Stepping outside, the sprawling grounds of the property, designed by another world-class artist, landscape designer Ralph D. Cornell, have also been maintained, though it’s sometimes more difficult to keep nature from going its own ways.

“Unfortunately, trees have a lifespan, so some of the originals have died, but we’ve tried to replace them with the same kind,” said Stanton. “And Blanche wanted all white flowers in the landscaping, which makes the grounds beautiful at night, but I like a little color, so I added some.”

The grounds at the home on Devon Place was designed by Ralph Cornell, whose work includes the restoration of the garden at the nearby Los Cerritos Ranch House. Listing photo.

Cornell’s impressive resume includes co-designing Torrey Pines State Natural Reserve in La Jolla and designing Hillside Memorial Park Cemetery, the La Brea Tar PIts, Beverly Gardens and restoring the gardens at Los Cerritos Ranch House.

At the Clock House property, he also decorated the grounds with indigenous plantings, something that he had more than a passing interest in, having written books on the subject, one of which he signed and gave to Blanche, who gave it to the Stantons and, says Mary, she intends to give it to the next stewards of the home.

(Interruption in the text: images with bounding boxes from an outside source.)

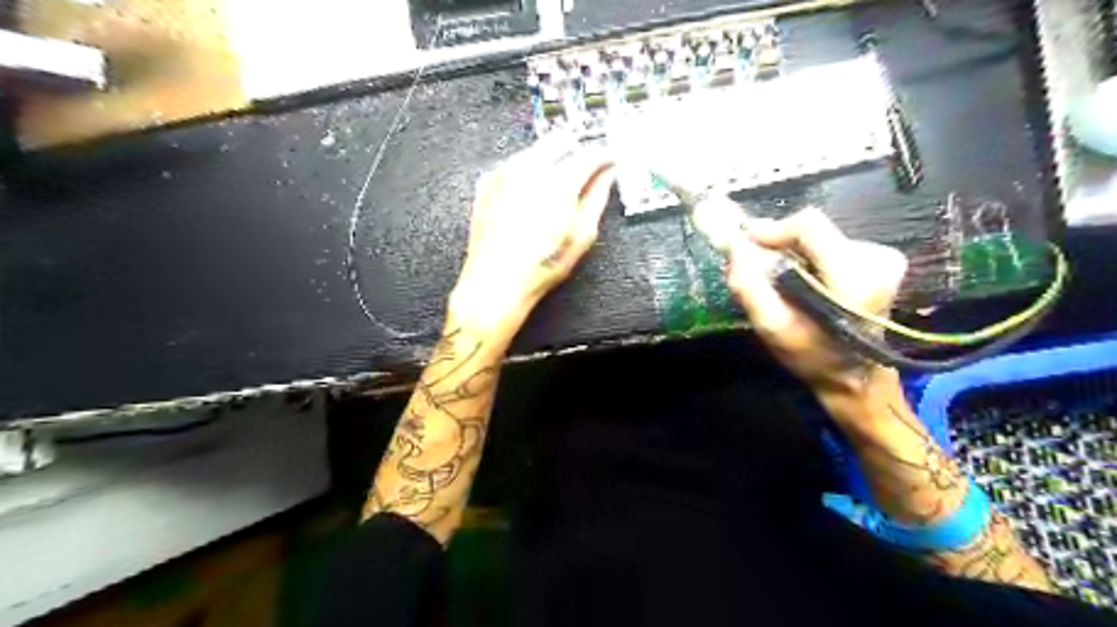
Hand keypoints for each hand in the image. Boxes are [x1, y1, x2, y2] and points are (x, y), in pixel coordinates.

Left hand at [449, 139, 619, 340]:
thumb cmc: (536, 267)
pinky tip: (533, 195)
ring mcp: (504, 174)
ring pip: (537, 149)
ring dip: (553, 160)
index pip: (590, 153)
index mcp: (557, 184)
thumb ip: (597, 199)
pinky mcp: (489, 181)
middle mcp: (528, 171)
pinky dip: (529, 171)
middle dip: (578, 151)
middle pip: (561, 140)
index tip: (610, 160)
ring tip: (558, 189)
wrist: (497, 281)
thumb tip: (606, 178)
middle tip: (586, 171)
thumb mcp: (580, 237)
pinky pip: (516, 163)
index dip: (605, 155)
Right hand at [716, 205, 905, 392]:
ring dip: (793, 252)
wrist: (857, 377)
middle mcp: (877, 259)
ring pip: (820, 237)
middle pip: (812, 230)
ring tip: (780, 280)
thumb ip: (750, 286)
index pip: (808, 225)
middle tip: (756, 264)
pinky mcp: (883, 259)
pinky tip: (803, 282)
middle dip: (779, 243)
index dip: (772, 229)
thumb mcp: (772, 328)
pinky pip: (831, 244)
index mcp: (854, 277)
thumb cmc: (812, 356)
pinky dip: (809, 257)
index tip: (745, 242)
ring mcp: (884, 257)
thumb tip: (734, 246)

The Stantons, like the Clocks, were generous with their home, throwing it open to various organizations like the Long Beach Symphony for galas and fundraisers. “We had the space and enjoyed doing it,” said Mary.

And now she’s back on the house hunt for the first time in 45 years.

“I don’t know where I’ll end up buying,” she said. “It’ll be in Long Beach for sure. I don’t move around much.” She was born in town, as was her husband. She went to Wilson, he went to Poly.

“I just need a place for me and my dog,” she said, “and that’s close to one of my children or the other.”